Le soleil supposé à son zénith est couvert d'une couche fine de nuages passagers qui protègent à peine de son emprise écrasante. Il dispense généreusement ses rayons, dont la chaleur assommante éclipse la lumière timide, et la maigre végétation qui encombre le chemin dégagé agonise sans un bruit.

Le corps isolé qui se meut laborieusement transpire à grosses gouttes, il semble même en semer sur son passage. Il traîne derrière lui des bribes de sons désincarnés, hachés qui s'enchaînent laborieusement pour former un vestige de mélodie. L'air vibre à chaque tonalité assénée par la bouche asséchée.

Le supplicié tremble et ses appuis se font trop incertains. Ses pieds glissent seulement désormais sur le sol, incapables de se soulever.

Il avance encore, tire son poids de toutes ses forces taries...

Il s'écroule.

Ce n'est plus qu'une carcasse inerte qui jonche la terre, la nuée de poussière soufflée dans sa chute est la seule source de mouvement ; elle voltige tout autour.

Le silence est écrasant ; il a pris le relai du soleil.

Le silence s'étale.

Il s'installe.

Durablement.

Puis un cri étouffé se fait entendre. Un juron, peut-être.

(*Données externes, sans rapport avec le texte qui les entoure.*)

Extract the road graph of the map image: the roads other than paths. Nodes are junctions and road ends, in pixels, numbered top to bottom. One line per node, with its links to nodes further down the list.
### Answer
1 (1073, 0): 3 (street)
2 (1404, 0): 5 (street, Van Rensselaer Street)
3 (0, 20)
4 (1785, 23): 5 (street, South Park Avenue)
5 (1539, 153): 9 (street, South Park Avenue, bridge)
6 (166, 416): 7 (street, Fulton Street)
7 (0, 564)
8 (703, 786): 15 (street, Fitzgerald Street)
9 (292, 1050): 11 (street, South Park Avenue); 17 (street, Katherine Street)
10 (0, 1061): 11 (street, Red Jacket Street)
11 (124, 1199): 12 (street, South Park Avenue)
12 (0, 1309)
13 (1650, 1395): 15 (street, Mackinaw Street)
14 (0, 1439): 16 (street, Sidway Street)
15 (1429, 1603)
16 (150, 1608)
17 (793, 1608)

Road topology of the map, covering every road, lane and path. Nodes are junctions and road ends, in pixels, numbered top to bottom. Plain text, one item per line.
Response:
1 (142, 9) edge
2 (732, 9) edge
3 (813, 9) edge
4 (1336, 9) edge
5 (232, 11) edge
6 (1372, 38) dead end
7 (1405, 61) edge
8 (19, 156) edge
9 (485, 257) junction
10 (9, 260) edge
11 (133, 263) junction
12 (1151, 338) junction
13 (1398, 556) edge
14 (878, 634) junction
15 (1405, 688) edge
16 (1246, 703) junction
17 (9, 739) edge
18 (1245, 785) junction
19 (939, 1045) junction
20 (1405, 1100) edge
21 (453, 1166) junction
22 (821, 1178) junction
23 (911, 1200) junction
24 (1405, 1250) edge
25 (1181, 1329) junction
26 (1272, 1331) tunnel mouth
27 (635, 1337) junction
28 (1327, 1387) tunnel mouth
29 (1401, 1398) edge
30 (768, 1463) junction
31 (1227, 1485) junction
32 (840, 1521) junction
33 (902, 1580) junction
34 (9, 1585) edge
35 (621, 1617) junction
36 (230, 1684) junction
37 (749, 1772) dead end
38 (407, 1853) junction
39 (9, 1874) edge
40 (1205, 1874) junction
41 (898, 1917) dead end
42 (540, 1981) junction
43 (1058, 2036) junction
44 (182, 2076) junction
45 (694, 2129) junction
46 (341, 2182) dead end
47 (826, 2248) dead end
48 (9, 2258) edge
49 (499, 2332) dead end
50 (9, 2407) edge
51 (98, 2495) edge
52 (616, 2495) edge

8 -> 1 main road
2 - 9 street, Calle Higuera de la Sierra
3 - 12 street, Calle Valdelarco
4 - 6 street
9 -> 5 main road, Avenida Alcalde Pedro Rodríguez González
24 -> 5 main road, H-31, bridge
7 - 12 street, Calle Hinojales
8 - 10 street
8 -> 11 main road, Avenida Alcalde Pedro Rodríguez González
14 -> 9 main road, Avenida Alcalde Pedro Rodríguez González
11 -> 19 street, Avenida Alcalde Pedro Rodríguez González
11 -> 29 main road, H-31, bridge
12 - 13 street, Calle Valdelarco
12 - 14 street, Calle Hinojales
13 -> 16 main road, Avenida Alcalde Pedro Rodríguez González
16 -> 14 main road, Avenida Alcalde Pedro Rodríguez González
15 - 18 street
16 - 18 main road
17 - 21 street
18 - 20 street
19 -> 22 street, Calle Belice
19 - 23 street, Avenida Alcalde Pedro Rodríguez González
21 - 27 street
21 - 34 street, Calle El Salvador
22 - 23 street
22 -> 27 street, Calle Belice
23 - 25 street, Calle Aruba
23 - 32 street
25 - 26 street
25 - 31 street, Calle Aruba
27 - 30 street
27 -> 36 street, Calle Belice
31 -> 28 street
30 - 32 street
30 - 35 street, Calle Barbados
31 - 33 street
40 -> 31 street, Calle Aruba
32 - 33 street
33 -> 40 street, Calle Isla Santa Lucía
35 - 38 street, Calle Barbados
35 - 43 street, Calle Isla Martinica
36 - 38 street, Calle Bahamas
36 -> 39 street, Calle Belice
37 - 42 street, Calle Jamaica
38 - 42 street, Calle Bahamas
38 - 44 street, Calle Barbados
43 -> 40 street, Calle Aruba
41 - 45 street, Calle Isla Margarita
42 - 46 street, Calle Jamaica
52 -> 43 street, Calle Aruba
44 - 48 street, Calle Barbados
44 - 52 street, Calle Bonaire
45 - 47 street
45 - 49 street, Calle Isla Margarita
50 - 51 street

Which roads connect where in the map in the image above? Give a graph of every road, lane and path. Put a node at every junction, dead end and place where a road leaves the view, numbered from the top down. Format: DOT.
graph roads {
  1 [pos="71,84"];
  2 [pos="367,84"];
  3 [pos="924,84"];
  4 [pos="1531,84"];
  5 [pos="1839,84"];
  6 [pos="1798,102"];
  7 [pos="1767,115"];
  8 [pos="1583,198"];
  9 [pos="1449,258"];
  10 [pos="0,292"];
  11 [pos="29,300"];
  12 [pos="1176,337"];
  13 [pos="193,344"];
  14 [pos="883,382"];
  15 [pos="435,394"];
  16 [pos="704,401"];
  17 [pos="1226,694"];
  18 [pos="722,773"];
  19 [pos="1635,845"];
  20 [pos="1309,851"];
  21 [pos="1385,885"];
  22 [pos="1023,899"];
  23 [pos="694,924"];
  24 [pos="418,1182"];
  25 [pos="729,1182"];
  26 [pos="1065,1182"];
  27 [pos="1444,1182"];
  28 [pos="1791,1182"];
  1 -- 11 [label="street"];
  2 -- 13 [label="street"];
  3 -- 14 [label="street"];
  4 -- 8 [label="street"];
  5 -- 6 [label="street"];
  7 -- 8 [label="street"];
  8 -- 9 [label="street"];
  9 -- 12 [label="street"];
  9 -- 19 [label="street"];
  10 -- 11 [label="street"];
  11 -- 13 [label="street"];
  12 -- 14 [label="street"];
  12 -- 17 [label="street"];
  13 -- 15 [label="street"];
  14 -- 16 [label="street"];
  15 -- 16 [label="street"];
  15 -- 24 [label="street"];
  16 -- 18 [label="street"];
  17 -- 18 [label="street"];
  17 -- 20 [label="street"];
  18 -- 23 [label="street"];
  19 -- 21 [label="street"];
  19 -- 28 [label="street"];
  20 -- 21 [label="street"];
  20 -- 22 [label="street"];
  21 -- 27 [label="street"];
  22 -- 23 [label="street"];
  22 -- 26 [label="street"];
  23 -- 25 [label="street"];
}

Un son qui vient exploser le silence. Ses fragments brisés retournent se ratatiner dans un coin.

Eh...

Eh !

Eh, l'ami, réveillez-vous !

Un souffle rauque et saccadé vient emplir l'atmosphère.

Ça va, vous m'entendez ?

Dîtes, vous pouvez pas rester comme ça, là.

- Mmff.

Vous m'entendez ? Vous m'écrasez, l'ami, il vous faut bouger.

OH ! Vous m'étouffez ! Bougez donc de là !

Le présumé cadavre se tortille légèrement. Il mobilise son énergie, et brusquement, il se retourne. Son visage sale est écorché et ses vêtements sont encore agrippés par les épines de la ronce sur laquelle il s'était affalé.

Eh c'était pas trop tôt, l'ami. Je suis toute écrabouillée, là...

La plante se déploie un peu, déchire le tissu dans lequel elle était embourbée pour se libérer, s'étend comme on s'étire.

Vous allez bien, vous ?

Je vois que vous n'êtes pas très en forme ; qu'est-ce vous avez ?

Eh bien, vous n'êtes pas très loquace. Je comprends, vous savez.

Le corps redevenu homme se redresse à peine. Il regarde autour de lui, se tient là tête qu'il porte lourde.

- Perdu, je suis perdu, je suis perdu, perdu... Je me suis perdu.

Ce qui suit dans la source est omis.